**EXERCISE AIM**
Extract each line of the records below that contains the word "roads".

**GIVEN DATA**

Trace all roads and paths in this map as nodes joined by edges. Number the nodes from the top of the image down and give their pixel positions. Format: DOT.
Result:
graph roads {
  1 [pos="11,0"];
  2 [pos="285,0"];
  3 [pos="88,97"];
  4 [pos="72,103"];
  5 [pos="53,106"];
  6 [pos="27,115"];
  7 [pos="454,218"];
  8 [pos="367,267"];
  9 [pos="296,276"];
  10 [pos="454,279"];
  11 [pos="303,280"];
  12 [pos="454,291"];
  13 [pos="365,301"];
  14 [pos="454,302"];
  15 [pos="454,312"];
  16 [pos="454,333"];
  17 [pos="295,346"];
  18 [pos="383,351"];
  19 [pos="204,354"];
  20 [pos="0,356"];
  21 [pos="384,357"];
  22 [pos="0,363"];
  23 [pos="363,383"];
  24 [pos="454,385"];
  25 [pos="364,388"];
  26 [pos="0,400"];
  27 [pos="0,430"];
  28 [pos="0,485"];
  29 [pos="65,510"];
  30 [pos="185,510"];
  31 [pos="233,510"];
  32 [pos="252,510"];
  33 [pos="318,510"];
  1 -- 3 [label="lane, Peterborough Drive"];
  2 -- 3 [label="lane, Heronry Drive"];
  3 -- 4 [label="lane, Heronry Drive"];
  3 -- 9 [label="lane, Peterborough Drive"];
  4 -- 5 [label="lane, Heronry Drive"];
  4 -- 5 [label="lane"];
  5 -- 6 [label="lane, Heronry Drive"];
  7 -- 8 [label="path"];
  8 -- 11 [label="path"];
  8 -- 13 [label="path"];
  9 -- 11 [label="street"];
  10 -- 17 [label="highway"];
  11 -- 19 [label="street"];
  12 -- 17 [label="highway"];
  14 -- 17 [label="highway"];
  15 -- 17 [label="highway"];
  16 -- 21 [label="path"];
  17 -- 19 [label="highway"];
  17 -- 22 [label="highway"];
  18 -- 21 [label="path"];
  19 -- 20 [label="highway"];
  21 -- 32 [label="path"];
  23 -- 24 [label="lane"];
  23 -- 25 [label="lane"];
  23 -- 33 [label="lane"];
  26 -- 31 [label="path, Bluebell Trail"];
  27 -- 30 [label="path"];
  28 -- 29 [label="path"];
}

**SOLUTION FOR THIS PROBLEM**
Trace all roads and paths in this map as nodes joined by edges. Number the nodes from the top of the image down and give their pixel positions. Format: DOT.
graph roads {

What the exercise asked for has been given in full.